I agree trucks aren't made for tooling around cities, but for heavier duty activites. What's upsetting is that more and more vehicles like this _are_ being used for city and suburban daily driving where all of their externalities are at their worst and none of their utility is needed.

[1] https://injuryfacts.nsc.org/all-injuries/deaths-by-demograph...

Do you not consider the negative externalities when choosing what to do? Pretty sure that's normal behavior, and disregarding your impact is antisocial.
It's modern diesel engine (2019). The exhaust that comes out is cleaner than many small 2 stroke motorcycle engines, lawn mower engines,etc. Also way cleaner than that old Mercedes diesel you are running your biodiesel in.

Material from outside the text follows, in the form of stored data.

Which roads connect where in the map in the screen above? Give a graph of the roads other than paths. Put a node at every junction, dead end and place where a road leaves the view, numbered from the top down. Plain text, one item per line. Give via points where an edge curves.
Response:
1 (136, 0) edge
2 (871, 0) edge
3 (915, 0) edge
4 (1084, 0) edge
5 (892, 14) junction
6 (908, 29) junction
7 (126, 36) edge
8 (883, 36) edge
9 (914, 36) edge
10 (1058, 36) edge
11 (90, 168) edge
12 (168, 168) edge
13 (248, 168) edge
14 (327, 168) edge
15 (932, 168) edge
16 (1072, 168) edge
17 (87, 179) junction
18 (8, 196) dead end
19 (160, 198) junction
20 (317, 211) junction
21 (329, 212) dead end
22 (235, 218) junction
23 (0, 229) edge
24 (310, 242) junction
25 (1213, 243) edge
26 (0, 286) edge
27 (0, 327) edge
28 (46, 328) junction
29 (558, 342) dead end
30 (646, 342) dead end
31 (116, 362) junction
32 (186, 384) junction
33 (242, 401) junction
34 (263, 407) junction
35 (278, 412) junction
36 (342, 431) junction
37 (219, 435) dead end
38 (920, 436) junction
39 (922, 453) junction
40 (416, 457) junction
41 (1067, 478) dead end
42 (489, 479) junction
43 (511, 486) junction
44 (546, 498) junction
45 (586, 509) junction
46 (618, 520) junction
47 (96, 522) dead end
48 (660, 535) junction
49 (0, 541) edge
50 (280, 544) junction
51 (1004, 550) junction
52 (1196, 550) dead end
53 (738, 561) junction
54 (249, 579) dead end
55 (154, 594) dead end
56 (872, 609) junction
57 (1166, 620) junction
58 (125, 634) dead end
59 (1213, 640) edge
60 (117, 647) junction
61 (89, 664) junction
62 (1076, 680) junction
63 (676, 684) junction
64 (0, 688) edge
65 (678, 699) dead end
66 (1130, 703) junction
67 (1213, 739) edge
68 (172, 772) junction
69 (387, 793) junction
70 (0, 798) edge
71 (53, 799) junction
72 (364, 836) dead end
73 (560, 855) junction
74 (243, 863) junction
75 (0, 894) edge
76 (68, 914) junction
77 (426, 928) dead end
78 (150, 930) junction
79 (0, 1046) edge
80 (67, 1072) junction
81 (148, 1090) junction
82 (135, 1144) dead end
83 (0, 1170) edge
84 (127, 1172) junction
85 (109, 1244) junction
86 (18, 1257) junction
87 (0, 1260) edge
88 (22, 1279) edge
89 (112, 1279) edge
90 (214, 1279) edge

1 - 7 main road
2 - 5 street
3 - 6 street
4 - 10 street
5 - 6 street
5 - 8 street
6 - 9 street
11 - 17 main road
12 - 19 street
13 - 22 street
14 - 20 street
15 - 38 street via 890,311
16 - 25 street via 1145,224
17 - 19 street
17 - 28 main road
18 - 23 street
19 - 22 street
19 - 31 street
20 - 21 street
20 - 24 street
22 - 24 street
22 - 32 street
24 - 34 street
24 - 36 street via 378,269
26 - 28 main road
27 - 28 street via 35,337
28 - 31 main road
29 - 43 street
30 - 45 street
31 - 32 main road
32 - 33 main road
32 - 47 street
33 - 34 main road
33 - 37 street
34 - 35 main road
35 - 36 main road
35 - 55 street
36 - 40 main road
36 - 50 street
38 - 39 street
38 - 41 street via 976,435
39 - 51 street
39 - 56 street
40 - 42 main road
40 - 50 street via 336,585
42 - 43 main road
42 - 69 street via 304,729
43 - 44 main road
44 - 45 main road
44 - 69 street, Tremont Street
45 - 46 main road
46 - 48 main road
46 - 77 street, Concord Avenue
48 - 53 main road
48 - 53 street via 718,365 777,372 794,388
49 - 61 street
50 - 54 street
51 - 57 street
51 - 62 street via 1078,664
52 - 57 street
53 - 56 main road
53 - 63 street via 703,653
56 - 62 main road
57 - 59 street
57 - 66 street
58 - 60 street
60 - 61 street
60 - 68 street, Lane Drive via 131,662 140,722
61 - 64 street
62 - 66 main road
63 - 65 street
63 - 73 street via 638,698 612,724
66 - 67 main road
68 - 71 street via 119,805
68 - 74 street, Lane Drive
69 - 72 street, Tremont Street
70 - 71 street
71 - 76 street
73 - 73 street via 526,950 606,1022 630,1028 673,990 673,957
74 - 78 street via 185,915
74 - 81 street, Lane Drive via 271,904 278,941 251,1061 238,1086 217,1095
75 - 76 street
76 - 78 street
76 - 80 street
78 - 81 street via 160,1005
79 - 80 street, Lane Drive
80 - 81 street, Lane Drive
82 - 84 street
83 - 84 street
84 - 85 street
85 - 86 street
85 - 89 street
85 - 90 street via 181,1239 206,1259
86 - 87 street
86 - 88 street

I live right where the interstate dumps into the city, we have soot on our windows. The problem is real, but the diesel trucks, big trucks, are 95% of the problem, not the 5k miles I drive a year in my truck.

> The exhaust that comes out is cleaner than many small 2 stroke motorcycle engines, lawn mower engines,etc.

While true, that's a pretty low bar. I wouldn't bring that up as an argument in defense of it, because it comes off kind of like "at least it's not burning bunker oil!"

The rest of your situation makes perfect sense, though. You need something with that power and size regularly enough to justify owning one, and rather than have 2 vehicles, you just use the one you already have for other things. That's completely reasonable.

Comparing it to lawn mower engines is not a big win for the diesel engine. Those small engines shouldn't be used in the first place.
Lessened visibility is due completely to rollover protection regulations. Vehicles around the 2010's+ require stronger A,B,C...pillars etc. Automakers complied with the regulations by making pillers both larger and shorter. Shorter members are stronger as there is less bending moment. If you look at where the windows start on newer vehicles they are munch higher. Thus body lines to match this brings up the hood.

This is astoundingly obvious when you park an unmodified 80's-90's vehicle next to something new.

The question to me is what overall reduces mortality rates, improved roll-over and side impact protection or driver visibility?

Personally I think blind spots everywhere suck and would much prefer better visibility.

You are making incorrect assumptions.

Just because they made a window bigger or a member longer doesn't mean it's weaker. They could have changed the material to something twice as strong, added hidden structures, etc.

The difference is mandated crash testing, and now simulated crash testing. They are required by law to build cars that are safe, and test to make sure they truly are.

Are you vegan?
Caring about other people is the domain of vegans?
So he should have two vehicles? One for city driving and one for travel and pulling his RV?
I do.

My car is the smallest available 4 seat car in the US.

I actually don't use either often to commute, I bike.

As I said, we use the truck for RV travel mostly.

Yes I would say it is proper to use the correct tool for the job at hand.
if its a modern diesel (after about 2010 or so) it uses DEF along with its EGR and SCR systems and does not put out the NOx and particulates that the older diesels do.